Из пансиона доносился шум. Постояльцы дружно возмущались, негодовали, нарочито громко бранились.
— Благодарю вас. Будьте осторожны! — повторила хозяйка, подбегая к носилкам.
Охината ничего не ответил. Носилки тронулись. Усимацу провожал их глазами.
— Что, получил!
Это был заключительный победный клич жильцов.
Когда Усимацу, бледный от волнения, вошёл в пансион, постояльцы всё ещё толпились в длинном коридоре. Словно не в состоянии справиться с возбуждением, одни шагали, потрясая кулаками, другие топали ногами по дощатому полу, а кто-то спешил посыпать порог дома солью. Хозяйка принесла кремень и со звоном высекла искры, — вот, мол, очистительный огонь.
Жалость, страх, тысячи других чувств вспыхивали и гасли в душе Усимацу. Он размышлял об участи этого богатого человека, изгнанного из клиники, выброшенного из пансиона, терпящего жестокое обращение, опозоренного и теперь безропотно удалившегося неизвестно куда… Как, должно быть, страдал сейчас от душевной боли и горьких слёз этот человек! Судьба Охинаты была судьбой всех «этa». А значит — и Усимацу. Годы учёбы в учительской семинарии в Нагано, а потом службы в этом городке прошли для Усимацу безмятежно, он жил как все обыкновенные люди, не ведая никаких опасностей и страхов…
Ему вспомнился отец. Он обитал у подножия горы Эбосигадакэ, пас скот и вёл одинокую, почти отшельническую жизнь. Перед глазами Усимацу встало горное пастбище, маленькая пастушеская сторожка.
— Отец, отец! — тихо воскликнул он, шагая взад и вперёд по своей комнате. На память ему пришли слова отца.

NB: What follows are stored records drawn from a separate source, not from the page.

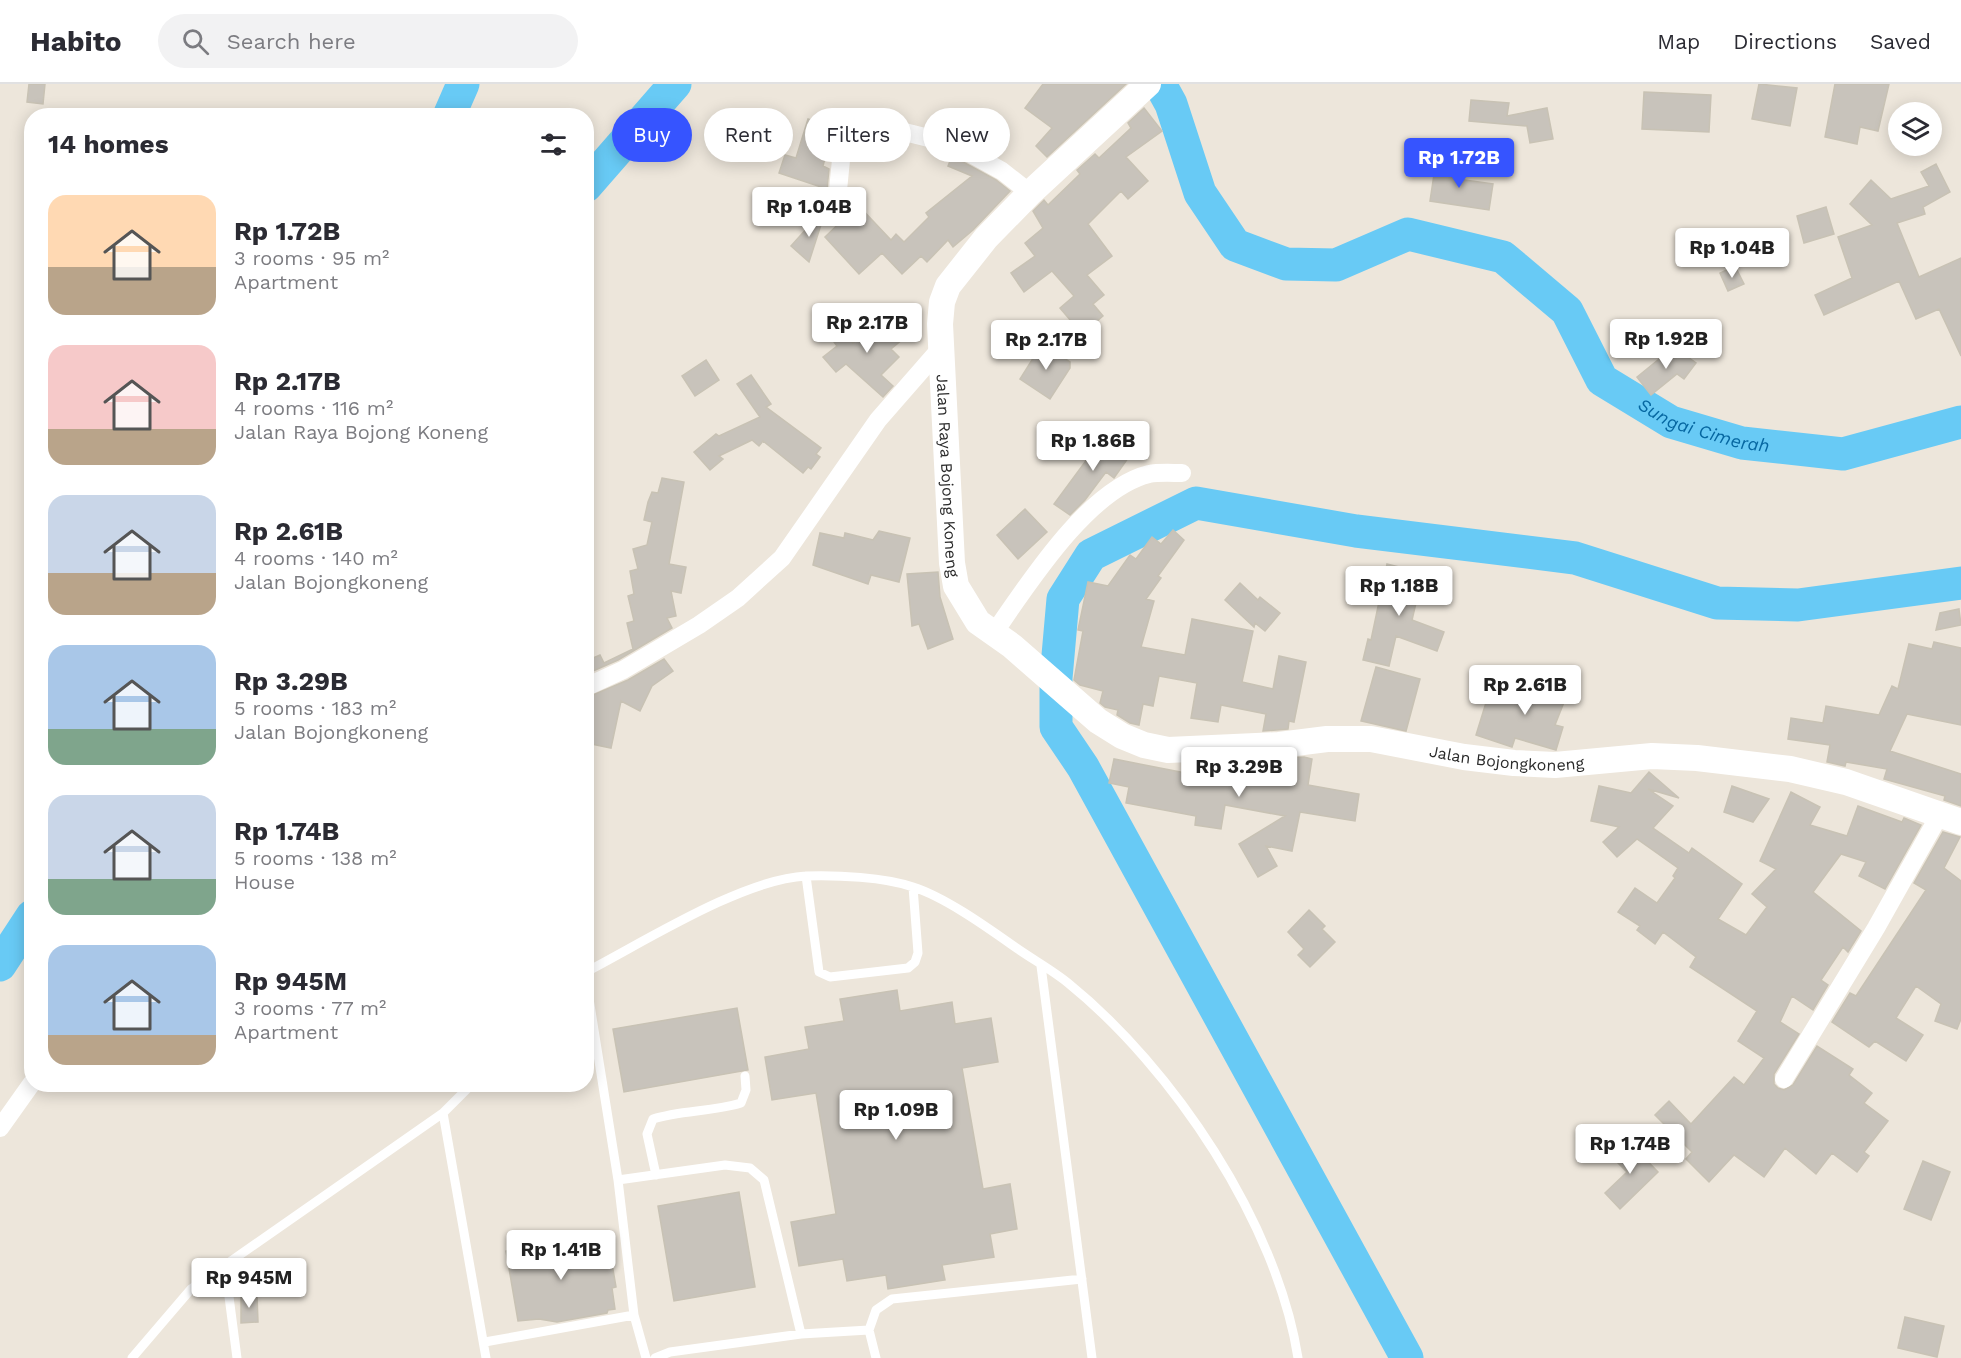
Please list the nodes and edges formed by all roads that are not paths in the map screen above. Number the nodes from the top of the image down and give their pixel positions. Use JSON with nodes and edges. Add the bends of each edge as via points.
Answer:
{"nodes":[{"id":1,"x":1148,"y":84,"type":"edge"},
{"id":2,"x":838,"y":190,"type":"dead end"},
{"id":3,"x":1030,"y":193,"type":"junction"},
{"id":4,"x":940,"y":349,"type":"junction"},
{"id":5,"x":1182,"y":473,"type":"dead end"},
{"id":6,"x":1003,"y":639,"type":"junction"},
{"id":7,"x":594,"y":683,"type":"edge"},
{"id":8,"x":1062,"y":688,"type":"joint"},
{"id":9,"x":1950,"y":818,"type":"edge"},
{"id":10,"x":806,"y":876,"type":"junction"},
{"id":11,"x":913,"y":887,"type":"junction"},
{"id":12,"x":1041,"y":966,"type":"junction"},
{"id":13,"x":594,"y":968,"type":"edge"},
{"id":14,"x":594,"y":1030,"type":"edge"},
{"id":15,"x":745,"y":1076,"type":"dead end"},
{"id":16,"x":1784,"y":1079,"type":"dead end"},
{"id":17,"x":26,"y":1092,"type":"edge"},
{"id":18,"x":464,"y":1092,"type":"edge"},
{"id":19,"x":443,"y":1113,"type":"junction"},
{"id":20,"x":0,"y":1128,"type":"edge"},
{"id":21,"x":656,"y":1175,"type":"junction"},
{"id":22,"x":618,"y":1180,"type":"junction"},
{"id":23,"x":225,"y":1266,"type":"junction"},
{"id":24,"x":1082,"y":1279,"type":"junction"},
{"id":25,"x":634,"y":1315,"type":"junction"},
{"id":26,"x":869,"y":1330,"type":"junction"},
{"id":27,"x":801,"y":1334,"type":"junction"},
{"id":28,"x":485,"y":1342,"type":"junction"},
{"id":29,"x":132,"y":1358,"type":"edge"},
{"id":30,"x":237,"y":1358,"type":"edge"},
{"id":31,"x":486,"y":1358,"type":"edge"},
{"id":32,"x":646,"y":1358,"type":"edge"},
{"id":33,"x":655,"y":1358,"type":"edge"},
{"id":34,"x":876,"y":1358,"type":"edge"},
{"id":35,"x":1092,"y":1358,"type":"edge"},
{"id":36,"x":1298,"y":1358,"type":"edge"}],
"edges":[{"from":1,"to":3,"type":"main road","name":"Jalan Raya Bojong Koneng"},
{"from":2,"to":3,"type":"street","via":[[844,130],[852,119],[953,144],[1002,171]]},
{"from":3,"to":4,"type":"main road","name":"Jalan Raya Bojong Koneng","via":[[986,238],[948,286],[942,302]]},
{"from":4,"to":6,"type":"main road","name":"Jalan Raya Bojong Koneng","via":[[956,586],[978,622]]},
{"from":4,"to":7,"type":"street","via":[[878,420],[782,558],[738,598],[699,626]]},
{"from":5,"to":6,"type":"street","via":[[1149,474],[1099,503],[1069,533]]},
{"from":6,"to":8,"type":"main road","name":"Jalan Raya Bojong Koneng"},
{"from":8,"to":9,"type":"main road","name":"Jalan Bojongkoneng","via":[[1098,721],[1122,736],[1168,750],[1371,739],[1514,763],[1555,765],[1652,756],[1697,758],[1790,769],[1846,782]]},
{"from":9,"to":16,"type":"street","via":[[1876,928]]},
{"from":10,"to":11,"type":"lane","via":[[867,879]]},
{"from":10,"to":11,"type":"lane","via":[[819,972],[830,977],[908,968],[915,962],[918,953]]},
{"from":10,"to":13,"type":"lane","via":[[771,880]]},
{"from":11,"to":12,"type":"lane","via":[[981,923]]},
{"from":12,"to":24,"type":"lane"},
{"from":12,"to":36,"type":"lane","via":[[1067,982],[1121,1032],[1163,1081],[1230,1178],[1257,1228]]},
{"from":14,"to":22,"type":"lane"},
{"from":15,"to":21,"type":"lane","via":[[746,1090],[741,1103],[653,1119],[647,1134]]},
{"from":17,"to":20,"type":"street"},
{"from":18,"to":19,"type":"lane"},
{"from":19,"to":23,"type":"lane"},
{"from":19,"to":28,"type":"lane"},
{"from":21,"to":22,"type":"lane"},
{"from":21,"to":27,"type":"lane","via":[[725,1165],[750,1168],[764,1180]]},
{"from":22,"to":25,"type":"lane"},
{"from":23,"to":29,"type":"lane","via":[[191,1289]]},
{"from":23,"to":30,"type":"lane"},
{"from":24,"to":26,"type":"lane","via":[[892,1299],[876,1310]]},
{"from":24,"to":35,"type":"lane"},
{"from":25,"to":28,"type":"lane"},
{"from":25,"to":32,"type":"lane"},
{"from":26,"to":27,"type":"lane"},
{"from":26,"to":34,"type":"lane"},
{"from":27,"to":33,"type":"lane","via":[[670,1352]]},
{"from":28,"to":31,"type":"lane"}]}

Когда Усимацу немного подрос, отец, серьёзно обеспокоенный будущим своего единственного сына, частенько и подолгу беседовал с ним, рассказывал разные истории. Именно тогда он поведал мальчику об их происхождении. Он объяснил ему, что в противоположность большинству «этa», обитающих на побережье Токайдо, их семья происходила не от иноземцев — корейцев, китайцев, русских и других пришельцев, прибитых морем с каких-то неведомых островов, — а от беглых самураев, и что бедность, а не преступление превратила их в «этa». Отец всячески внушал ему, что единственная надежда, единственный путь выбиться в люди и сносно жить — скрывать своё происхождение. «Что бы тебе ни пришлось вытерпеть, с какими бы людьми ни довелось иметь дело, ни в коем случае не открывай, кто ты. Помни: если ты в гневе или отчаянии забудешь это предостережение, ты тотчас же будешь выброшен из общества». Так наставлял его отец.